Citect for DOS could communicate with various programmable electronic devices via the various serial links offered by the device; some through direct PC serial port connections, others through 3rd party PC based cards designed to communicate with the target programmable electronic device. Software drivers were written for many protocols; its ability to communicate with a variety of devices - and to have new drivers written when required - became a primary selling point for Citect.

The runtime software ran on a DSI card; a 32 bit co-processor that was inserted into an available ISA slot in the PC. This was due to insufficient processing power available in the 286 and 386 PCs available at the time.

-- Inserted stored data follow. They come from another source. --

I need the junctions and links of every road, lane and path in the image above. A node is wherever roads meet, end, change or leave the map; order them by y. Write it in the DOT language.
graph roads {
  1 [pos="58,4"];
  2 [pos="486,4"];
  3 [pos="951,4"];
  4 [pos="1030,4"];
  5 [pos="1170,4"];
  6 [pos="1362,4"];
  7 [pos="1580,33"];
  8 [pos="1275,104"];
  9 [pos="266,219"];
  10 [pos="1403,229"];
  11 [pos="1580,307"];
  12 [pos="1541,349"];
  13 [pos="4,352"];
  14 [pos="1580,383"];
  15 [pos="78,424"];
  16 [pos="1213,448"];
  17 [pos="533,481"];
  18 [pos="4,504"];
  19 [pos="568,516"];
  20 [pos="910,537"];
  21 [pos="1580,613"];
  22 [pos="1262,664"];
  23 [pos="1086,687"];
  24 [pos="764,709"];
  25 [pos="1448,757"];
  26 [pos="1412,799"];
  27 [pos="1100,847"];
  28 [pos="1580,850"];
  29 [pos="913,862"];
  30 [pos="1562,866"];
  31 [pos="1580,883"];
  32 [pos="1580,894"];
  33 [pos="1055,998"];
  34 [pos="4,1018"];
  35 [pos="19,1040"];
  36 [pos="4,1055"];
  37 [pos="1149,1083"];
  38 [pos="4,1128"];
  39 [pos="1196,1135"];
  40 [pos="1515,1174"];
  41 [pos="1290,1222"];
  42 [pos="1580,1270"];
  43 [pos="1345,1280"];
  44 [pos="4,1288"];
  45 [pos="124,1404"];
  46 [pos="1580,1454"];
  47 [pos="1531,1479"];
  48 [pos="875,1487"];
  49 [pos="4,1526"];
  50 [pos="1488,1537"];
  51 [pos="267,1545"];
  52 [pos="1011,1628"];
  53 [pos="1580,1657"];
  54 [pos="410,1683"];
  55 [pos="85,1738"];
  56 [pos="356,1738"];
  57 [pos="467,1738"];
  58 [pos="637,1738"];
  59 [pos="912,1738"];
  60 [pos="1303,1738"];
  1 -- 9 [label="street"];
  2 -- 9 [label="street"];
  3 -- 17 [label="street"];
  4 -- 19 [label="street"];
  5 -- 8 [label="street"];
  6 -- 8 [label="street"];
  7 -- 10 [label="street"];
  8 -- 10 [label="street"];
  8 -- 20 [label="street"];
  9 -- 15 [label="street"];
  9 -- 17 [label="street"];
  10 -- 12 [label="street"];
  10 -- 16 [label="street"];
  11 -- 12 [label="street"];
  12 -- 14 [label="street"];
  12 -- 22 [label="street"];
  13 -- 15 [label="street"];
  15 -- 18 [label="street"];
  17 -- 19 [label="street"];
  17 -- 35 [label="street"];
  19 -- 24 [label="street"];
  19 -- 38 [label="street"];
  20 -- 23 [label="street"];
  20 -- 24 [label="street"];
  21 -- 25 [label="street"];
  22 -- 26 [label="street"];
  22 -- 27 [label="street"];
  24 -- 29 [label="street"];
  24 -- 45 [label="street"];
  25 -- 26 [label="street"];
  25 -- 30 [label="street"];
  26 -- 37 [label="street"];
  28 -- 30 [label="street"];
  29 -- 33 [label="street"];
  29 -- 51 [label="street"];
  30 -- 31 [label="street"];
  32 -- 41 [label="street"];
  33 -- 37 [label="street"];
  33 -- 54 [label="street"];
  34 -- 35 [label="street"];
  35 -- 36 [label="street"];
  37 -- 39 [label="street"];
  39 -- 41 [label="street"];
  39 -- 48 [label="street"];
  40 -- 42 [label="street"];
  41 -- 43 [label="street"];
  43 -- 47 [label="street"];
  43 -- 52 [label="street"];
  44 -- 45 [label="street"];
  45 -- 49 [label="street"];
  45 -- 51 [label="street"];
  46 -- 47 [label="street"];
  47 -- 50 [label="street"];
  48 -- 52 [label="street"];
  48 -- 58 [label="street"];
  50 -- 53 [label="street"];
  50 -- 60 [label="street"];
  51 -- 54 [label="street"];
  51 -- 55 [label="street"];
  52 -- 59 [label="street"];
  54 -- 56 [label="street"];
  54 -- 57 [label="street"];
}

====Citect for Windows====

=====Version 1=====

During the early 1990s PC computational power had caught up and Microsoft Windows based software was becoming popular, so Citect for Windows was developed and released in 1992. It no longer needed the DSI card to run on a PC. The configuration methodology remained similar to Citect for DOS but became more intuitive under MS Windows. Citect for Windows was written as a direct response to a request by Argyle Diamonds. The company was originally intending to use a Honeywell system until a number of Arygle's site engineers talked Argyle around to Citect after highlighting the existing problems they were having with Honeywell systems on site. Argyle contributed $1 million to the development of Citect for Windows. To this day the "ArgDig" alarm database (i.e. Argyle Digital) is still part of Citect.

=====Version 2=====

In 1993 BHP Iron Ore upgraded its Port Hedland operator interface to Citect for Windows. Being the largest installation attempted by Citect at the time, Version 1 was showing many limitations. Version 2 was developed to improve on these limitations. Key changes were made to the graphics configuration by Andrew Allan, including a move away from Dr Halo/Animation Point to the new "CTG" (Citect Graphics) system. A CTG combined the old BMP/AN files into a single object based file that gave the user a WYSIWYG look when using the new drawing package. The Port Hedland scope of work required additional functionality not inherent in Citect for Windows, but due to the versatile nature of the software (in particular by the use of Cicode) many additional features were programmed.

=====Version 3 and 4=====

Version 3 of Citect for Windows was developed to build in much of the functionality that previously had to be programmed, such as indication of a communications failure to any programmable electronic device displaying real-time data. While version 2 tended to be a bit unstable, version 3 was quite robust. Version 4 was the same as Version 3 but ported to suit the 32 bit platform of Windows NT.

=====Version 5 and 6=====

At this time Citect for Windows had the dominant market share (in Australia) of PC based operator interface software but new competitor software was catching up to the features and functionality of Citect and gaining in popularity. Citect began to focus more on remaining competitive; version 5 was released containing mainly features aimed at keeping the software at the leading edge of the market. Version 6 continued this trend and included more SCADA-like functionality in addition to the poll-based real-time control system that still remains the core of the Citect software today.

=====Version 7=====

Version 7 was released in August 2007. A. This version is also the first version to support Windows Vista Operating system. Support for Windows 7, along with notable features such as Pelco Camera integration, was added in 2010 with the release of version 7.20.
CitectSCADA 2015 release on 2 July 2015

=====Version 8=====

Version 8 was released in 2016, with an overhauled UI and support for Windows 10.

=====Version 2023=====

Version 2023 was released in 2022. It brings UI/UX Enhancements, OPC UA Server tag writing, Industrial graphics tag writing, Alarm enhancements, Equipment improvements, Web browser control, Embedded industrial graphics, Embedded AVEVA Historian support, Embedded HTML5 webpages, Windows 11 and Server 2022 Support, and Cybersecurity enrichment.